WHAT THIS TASK INVOLVES ▸ Scan the entries for lines with the word "roads" and copy those lines.

DATASET ENTRIES ▸
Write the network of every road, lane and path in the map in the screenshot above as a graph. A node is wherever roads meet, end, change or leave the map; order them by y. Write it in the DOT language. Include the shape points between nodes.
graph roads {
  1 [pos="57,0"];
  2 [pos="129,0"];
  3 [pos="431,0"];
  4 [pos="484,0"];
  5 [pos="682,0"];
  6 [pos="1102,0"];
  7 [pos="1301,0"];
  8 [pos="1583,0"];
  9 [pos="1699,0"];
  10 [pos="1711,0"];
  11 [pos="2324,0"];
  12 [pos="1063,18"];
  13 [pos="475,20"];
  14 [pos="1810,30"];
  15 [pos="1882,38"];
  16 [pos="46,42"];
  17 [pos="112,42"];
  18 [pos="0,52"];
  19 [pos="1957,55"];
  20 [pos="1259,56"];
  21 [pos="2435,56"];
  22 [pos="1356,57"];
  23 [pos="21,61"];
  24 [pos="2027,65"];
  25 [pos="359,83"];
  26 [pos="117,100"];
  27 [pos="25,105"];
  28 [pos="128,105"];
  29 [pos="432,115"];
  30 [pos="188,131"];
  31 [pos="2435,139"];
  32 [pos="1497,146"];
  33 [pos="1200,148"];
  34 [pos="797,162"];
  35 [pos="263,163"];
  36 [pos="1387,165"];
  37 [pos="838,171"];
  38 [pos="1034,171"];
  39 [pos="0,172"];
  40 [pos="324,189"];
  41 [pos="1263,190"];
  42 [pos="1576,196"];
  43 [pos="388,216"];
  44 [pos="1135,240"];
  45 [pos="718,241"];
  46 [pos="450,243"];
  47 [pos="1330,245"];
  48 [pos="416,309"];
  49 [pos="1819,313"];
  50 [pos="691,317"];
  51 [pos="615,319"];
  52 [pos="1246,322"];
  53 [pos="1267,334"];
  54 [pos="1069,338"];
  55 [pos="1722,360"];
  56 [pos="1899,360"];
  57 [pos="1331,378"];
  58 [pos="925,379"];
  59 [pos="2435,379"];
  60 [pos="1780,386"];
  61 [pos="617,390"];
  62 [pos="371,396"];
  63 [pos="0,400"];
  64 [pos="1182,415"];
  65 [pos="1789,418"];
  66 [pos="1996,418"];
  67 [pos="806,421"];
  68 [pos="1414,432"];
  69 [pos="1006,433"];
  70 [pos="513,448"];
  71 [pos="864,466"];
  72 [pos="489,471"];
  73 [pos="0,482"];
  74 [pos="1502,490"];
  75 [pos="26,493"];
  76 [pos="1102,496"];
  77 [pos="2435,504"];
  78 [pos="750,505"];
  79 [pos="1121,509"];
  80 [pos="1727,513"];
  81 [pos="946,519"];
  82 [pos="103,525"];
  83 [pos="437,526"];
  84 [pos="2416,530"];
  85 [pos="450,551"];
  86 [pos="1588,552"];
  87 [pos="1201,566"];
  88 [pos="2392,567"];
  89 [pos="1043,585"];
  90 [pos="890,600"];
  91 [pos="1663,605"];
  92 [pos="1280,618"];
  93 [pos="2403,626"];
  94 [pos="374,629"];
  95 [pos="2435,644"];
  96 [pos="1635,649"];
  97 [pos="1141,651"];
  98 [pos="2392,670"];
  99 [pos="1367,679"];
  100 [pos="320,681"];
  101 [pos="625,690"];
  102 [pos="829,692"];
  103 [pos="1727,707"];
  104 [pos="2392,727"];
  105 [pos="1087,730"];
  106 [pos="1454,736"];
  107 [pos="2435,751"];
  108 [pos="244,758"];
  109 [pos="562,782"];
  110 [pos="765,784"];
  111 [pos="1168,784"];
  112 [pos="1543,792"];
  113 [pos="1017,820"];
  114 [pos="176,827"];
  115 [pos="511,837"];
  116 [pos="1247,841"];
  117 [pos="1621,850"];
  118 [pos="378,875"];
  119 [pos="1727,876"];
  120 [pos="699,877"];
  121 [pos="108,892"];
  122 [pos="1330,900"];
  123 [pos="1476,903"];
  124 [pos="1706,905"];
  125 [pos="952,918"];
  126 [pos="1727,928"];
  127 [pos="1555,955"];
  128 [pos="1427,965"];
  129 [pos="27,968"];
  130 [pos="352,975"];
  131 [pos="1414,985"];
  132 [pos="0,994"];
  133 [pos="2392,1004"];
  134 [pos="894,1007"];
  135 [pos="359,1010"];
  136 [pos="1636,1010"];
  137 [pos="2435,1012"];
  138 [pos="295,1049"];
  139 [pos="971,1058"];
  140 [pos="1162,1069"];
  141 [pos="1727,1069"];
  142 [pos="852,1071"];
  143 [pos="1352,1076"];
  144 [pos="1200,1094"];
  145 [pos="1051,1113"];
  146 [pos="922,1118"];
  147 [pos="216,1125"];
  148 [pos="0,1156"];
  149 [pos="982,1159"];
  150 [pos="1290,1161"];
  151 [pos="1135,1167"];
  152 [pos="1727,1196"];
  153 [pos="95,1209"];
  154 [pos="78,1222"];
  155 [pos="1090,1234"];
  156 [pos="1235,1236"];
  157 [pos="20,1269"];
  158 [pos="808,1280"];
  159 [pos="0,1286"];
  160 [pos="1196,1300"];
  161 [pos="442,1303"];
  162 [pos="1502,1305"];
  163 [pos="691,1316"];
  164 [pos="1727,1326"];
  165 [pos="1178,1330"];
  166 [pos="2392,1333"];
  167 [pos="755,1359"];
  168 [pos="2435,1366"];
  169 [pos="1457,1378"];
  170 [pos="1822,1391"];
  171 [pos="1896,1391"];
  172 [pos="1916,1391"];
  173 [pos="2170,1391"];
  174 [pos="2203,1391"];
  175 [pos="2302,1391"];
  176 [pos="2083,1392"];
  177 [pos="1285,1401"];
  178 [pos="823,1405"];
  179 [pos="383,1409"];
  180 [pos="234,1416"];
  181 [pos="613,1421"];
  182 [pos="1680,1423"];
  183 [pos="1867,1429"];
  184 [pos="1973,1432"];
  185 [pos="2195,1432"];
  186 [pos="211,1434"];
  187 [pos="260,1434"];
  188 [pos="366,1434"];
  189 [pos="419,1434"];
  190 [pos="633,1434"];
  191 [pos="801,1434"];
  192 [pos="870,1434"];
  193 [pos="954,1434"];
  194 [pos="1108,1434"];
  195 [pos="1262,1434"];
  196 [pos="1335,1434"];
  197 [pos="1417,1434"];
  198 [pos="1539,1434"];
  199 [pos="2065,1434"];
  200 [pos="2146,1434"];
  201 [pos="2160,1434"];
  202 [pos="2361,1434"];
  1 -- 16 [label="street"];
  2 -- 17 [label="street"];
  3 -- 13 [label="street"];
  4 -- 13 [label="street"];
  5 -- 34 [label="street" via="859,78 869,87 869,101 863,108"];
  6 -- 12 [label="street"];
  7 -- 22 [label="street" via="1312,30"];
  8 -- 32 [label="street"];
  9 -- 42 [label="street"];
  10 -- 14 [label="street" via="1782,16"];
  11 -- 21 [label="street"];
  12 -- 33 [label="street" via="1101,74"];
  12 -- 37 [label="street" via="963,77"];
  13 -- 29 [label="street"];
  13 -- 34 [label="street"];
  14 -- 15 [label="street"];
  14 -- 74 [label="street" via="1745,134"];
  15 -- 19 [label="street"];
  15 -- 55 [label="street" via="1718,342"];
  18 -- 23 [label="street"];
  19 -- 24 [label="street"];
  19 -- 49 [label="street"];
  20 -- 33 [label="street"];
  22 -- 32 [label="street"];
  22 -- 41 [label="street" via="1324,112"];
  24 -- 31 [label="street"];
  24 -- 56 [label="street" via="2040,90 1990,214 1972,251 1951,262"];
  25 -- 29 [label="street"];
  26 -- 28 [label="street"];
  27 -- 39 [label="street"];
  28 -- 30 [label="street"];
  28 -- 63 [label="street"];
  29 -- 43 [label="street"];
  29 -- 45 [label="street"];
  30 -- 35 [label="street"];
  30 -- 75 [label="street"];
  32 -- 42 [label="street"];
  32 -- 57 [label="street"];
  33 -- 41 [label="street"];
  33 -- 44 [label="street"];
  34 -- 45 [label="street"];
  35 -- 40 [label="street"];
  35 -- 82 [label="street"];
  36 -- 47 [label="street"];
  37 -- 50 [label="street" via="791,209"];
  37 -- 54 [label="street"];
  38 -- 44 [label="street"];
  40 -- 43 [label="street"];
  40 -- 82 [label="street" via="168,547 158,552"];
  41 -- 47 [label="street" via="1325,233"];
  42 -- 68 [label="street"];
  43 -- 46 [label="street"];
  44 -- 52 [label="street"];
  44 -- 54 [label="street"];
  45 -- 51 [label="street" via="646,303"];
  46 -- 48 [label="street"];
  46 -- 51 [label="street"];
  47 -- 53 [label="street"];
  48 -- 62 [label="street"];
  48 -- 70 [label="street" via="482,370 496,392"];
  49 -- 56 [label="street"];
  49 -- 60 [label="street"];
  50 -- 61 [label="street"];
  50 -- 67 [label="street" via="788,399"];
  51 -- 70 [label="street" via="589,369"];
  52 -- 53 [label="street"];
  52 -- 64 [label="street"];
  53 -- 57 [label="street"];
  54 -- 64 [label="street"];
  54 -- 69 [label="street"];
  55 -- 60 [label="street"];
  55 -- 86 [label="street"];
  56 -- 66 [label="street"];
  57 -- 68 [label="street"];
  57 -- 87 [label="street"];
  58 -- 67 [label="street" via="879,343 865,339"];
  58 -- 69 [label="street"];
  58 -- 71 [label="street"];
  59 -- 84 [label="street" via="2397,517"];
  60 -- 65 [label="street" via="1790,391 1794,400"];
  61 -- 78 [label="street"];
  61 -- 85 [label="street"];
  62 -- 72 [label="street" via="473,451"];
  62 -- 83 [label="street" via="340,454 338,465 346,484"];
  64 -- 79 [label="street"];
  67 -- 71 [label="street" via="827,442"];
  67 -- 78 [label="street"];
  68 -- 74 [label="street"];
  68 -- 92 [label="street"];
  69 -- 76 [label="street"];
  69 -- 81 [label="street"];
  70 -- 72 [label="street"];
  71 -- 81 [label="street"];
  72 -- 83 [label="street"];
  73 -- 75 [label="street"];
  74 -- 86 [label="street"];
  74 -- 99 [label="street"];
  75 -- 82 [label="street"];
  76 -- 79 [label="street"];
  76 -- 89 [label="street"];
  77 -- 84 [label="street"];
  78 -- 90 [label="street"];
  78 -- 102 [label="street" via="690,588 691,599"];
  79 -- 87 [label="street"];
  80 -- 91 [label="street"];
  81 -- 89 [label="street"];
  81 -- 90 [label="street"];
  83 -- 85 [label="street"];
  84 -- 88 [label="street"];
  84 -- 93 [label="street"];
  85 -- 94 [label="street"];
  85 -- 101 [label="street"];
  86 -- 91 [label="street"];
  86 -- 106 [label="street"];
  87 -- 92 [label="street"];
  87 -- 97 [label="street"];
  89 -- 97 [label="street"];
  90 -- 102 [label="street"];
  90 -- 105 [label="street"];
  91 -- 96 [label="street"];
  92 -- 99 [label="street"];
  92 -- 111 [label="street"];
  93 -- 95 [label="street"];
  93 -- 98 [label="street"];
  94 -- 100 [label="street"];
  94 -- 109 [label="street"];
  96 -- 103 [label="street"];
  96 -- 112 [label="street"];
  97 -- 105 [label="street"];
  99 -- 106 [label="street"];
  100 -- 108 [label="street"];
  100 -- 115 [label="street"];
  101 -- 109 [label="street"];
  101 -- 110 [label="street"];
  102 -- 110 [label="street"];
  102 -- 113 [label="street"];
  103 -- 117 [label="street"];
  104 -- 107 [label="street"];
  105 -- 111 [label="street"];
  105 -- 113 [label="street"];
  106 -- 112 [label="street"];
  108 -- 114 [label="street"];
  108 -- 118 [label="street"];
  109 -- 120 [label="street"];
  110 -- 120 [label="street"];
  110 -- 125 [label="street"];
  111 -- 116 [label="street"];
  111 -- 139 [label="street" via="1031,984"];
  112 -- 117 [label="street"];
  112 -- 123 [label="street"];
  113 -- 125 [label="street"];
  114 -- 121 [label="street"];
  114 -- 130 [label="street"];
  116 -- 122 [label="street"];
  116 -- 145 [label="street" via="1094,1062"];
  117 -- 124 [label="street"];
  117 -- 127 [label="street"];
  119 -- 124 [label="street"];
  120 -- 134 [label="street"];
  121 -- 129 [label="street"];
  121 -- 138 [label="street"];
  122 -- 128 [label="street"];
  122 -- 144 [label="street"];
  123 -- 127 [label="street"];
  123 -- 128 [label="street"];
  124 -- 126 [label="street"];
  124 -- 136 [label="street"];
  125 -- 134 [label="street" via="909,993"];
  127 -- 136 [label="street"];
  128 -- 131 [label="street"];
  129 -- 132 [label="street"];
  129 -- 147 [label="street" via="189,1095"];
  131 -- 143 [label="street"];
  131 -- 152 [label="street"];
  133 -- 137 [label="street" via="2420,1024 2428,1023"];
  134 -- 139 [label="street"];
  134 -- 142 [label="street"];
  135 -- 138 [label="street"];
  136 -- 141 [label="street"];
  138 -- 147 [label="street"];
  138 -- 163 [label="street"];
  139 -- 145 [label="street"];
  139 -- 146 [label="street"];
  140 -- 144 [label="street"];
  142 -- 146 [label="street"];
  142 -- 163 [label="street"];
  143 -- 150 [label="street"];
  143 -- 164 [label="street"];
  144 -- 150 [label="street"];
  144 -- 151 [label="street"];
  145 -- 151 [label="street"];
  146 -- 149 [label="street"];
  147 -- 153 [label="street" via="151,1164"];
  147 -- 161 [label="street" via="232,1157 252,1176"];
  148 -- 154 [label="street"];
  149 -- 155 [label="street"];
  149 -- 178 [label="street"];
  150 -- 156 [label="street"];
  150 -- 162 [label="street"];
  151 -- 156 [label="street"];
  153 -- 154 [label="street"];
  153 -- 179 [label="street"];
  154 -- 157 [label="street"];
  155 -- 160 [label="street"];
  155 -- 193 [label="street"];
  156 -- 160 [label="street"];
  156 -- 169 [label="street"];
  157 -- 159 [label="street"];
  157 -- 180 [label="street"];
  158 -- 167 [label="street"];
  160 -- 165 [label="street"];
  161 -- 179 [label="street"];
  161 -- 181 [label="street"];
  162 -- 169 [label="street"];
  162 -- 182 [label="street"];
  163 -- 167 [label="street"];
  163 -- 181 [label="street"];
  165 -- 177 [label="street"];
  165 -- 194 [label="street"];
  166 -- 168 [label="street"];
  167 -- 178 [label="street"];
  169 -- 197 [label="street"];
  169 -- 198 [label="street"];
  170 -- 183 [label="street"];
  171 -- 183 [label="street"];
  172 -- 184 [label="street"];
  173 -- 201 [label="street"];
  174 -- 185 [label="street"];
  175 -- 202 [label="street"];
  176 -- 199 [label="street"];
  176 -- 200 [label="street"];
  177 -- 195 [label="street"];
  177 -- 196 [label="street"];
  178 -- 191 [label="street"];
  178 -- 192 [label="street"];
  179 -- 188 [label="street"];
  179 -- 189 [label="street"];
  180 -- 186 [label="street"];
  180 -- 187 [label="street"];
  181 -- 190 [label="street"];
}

COMPLETED TASK ▸
Write the network of every road, lane and path in the map in the screenshot above as a graph. A node is wherever roads meet, end, change or leave the map; order them by y. Write it in the DOT language. Include the shape points between nodes.
graph roads {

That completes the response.